* _What the exercise asks_: From the data below, tally each line that has "Cutoff" in it, then give that tally without comment.

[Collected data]
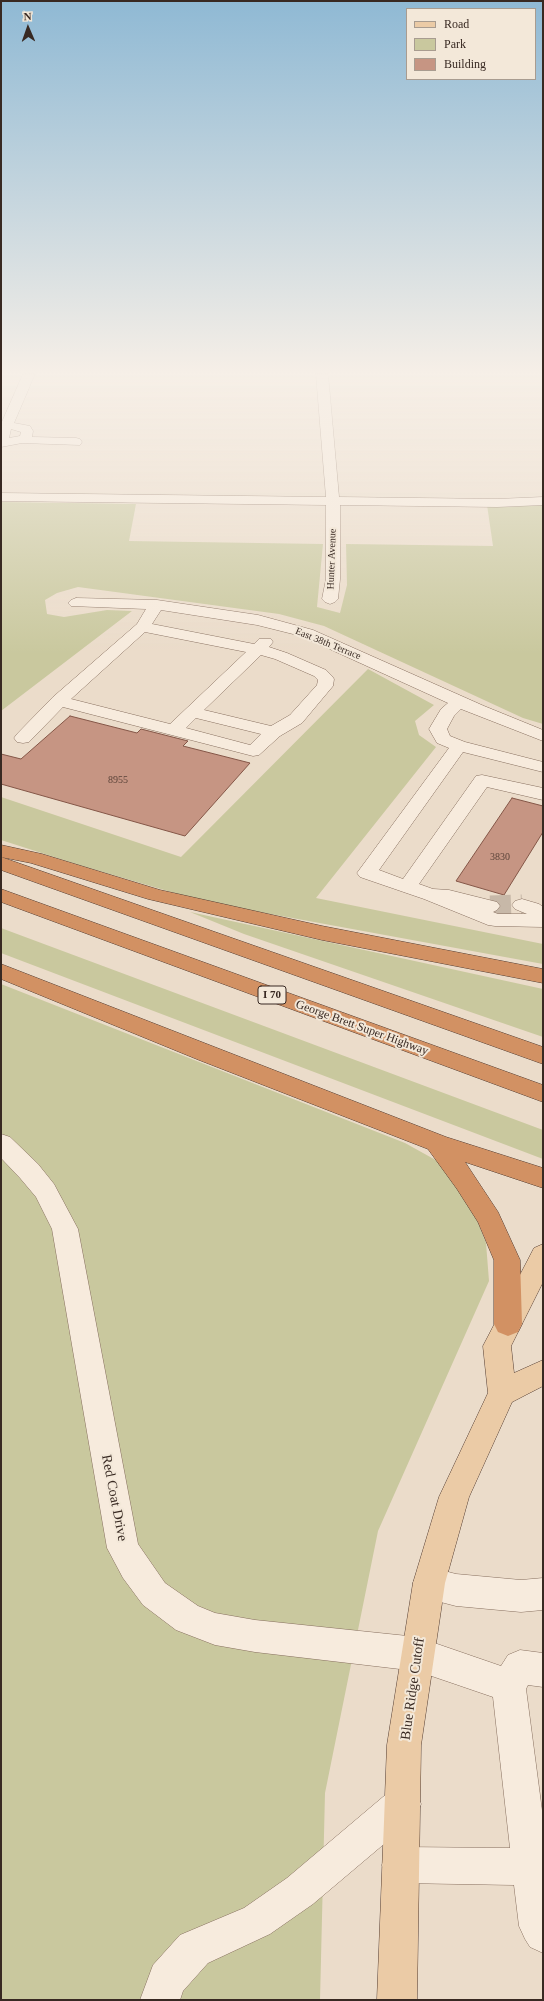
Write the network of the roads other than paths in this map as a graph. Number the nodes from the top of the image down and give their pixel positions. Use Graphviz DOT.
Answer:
graph roads {
  1 [pos="330,467"];
  2 [pos="1,497"];
  3 [pos="333,501"];
  4 [pos="543,501"];
  5 [pos="330,600"];
  6 [pos="76,602"];
  7 [pos="157,605"];
  8 [pos="281,626"];
  9 [pos="142,628"];
  10 [pos="257,649"];
  11 [pos="460,701"];
  12 [pos="59,702"];
  13 [pos="192,712"];
  14 [pos="174,730"];
  15 [pos="274,732"];
  16 [pos="543,736"];
  17 [pos="23,738"];
  18 [pos="460,746"];
  19 [pos="500,756"];
  20 [pos="543,767"];
  21 [pos="482,780"];
  22 [pos="543,794"];
  23 [pos="1,851"];
  24 [pos="1,863"];
  25 [pos="407,887"];
  26 [pos="1,895"];
  27 [pos="431,896"];
  28 [pos="522,905"];
  29 [pos="490,906"];
  30 [pos="543,916"];
  31 [pos="543,921"];
  32 [pos="1,971"];
  33 [pos="543,976"];
  34 [pos="543,1056"];
  35 [pos="543,1094"];
  36 [pos="437,1143"];
  37 [pos="1,1144"];
  38 [pos="543,1178"];
  39 [pos="543,1255"];
  40 [pos="508,1324"];
  41 [pos="543,1372"];
  42 [pos="502,1392"];
  43 [pos="429,1583"];
  44 [pos="543,1594"];
  45 [pos="417,1654"];
  46 [pos="543,1670"];
  47 [pos="509,1686"];
  48 [pos="403,1804"];
  49 [pos="400,1865"];
  50 [pos="537,1867"];
  51 [pos="543,1934"];
  52 [pos="160,2000"];
  53 [pos="397,2000"];
  1 -- 3 [label="street, Hunter Avenue"];
  2 -- 3 [label="street"];
  3 -- 4 [label="street"];
  3 -- 5 [label="street, Hunter Avenue"];
  6 -- 7 [label="street, East 38th Terrace"];
  7 -- 8 [label="street, East 38th Terrace"];
  7 -- 9 [label="street"];
  8 -- 10 [label="street"];
  8 -- 11 [label="street, East 38th Terrace"];
  9 -- 10 [label="street"];
  9 -- 12 [label="street"];
  10 -- 13 [label="street"];
  10 -- 15 [label="street"];
  11 -- 16 [label="street, East 38th Terrace"];
  11 -- 18 [label="street"];
  12 -- 14 [label="street"];
  12 -- 17 [label="street"];
  13 -- 14 [label="street"];
  13 -- 15 [label="street"];
  14 -- 15 [label="street"];
  18 -- 19 [label="street"];
  18 -- 25 [label="street"];
  19 -- 20 [label="street"];
  19 -- 21 [label="street"];
  21 -- 22 [label="street"];
  21 -- 25 [label="street"];
  23 -- 33 [label="highway"];
  24 -- 34 [label="highway"];
  25 -- 27 [label="street"];
  26 -- 35 [label="highway, George Brett Super Highway / I 70"];
  27 -- 29 [label="street"];
  27 -- 31 [label="street"];
  28 -- 30 [label="street"];
  32 -- 36 [label="highway"];
  36 -- 38 [label="highway"];
  36 -- 40 [label="highway"];
  37 -- 45 [label="street, Red Coat Drive"];
  39 -- 40 [label="main road"];
  40 -- 42 [label="main road"];
  41 -- 42 [label="main road"];
  42 -- 43 [label="main road, Blue Ridge Cutoff"];
  43 -- 44 [label="street"];
  43 -- 45 [label="main road, Blue Ridge Cutoff"];
  45 -- 47 [label="street, Red Coat Drive"];
  45 -- 48 [label="main road, Blue Ridge Cutoff"];
  46 -- 47 [label="street"];
  47 -- 50 [label="street"];
  48 -- 49 [label="main road, Blue Ridge Cutoff"];
  48 -- 52 [label="street"];
  49 -- 50 [label="street"];
  49 -- 53 [label="main road, Blue Ridge Cutoff"];
  50 -- 51 [label="street"];
}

* _Solution for this problem_: 5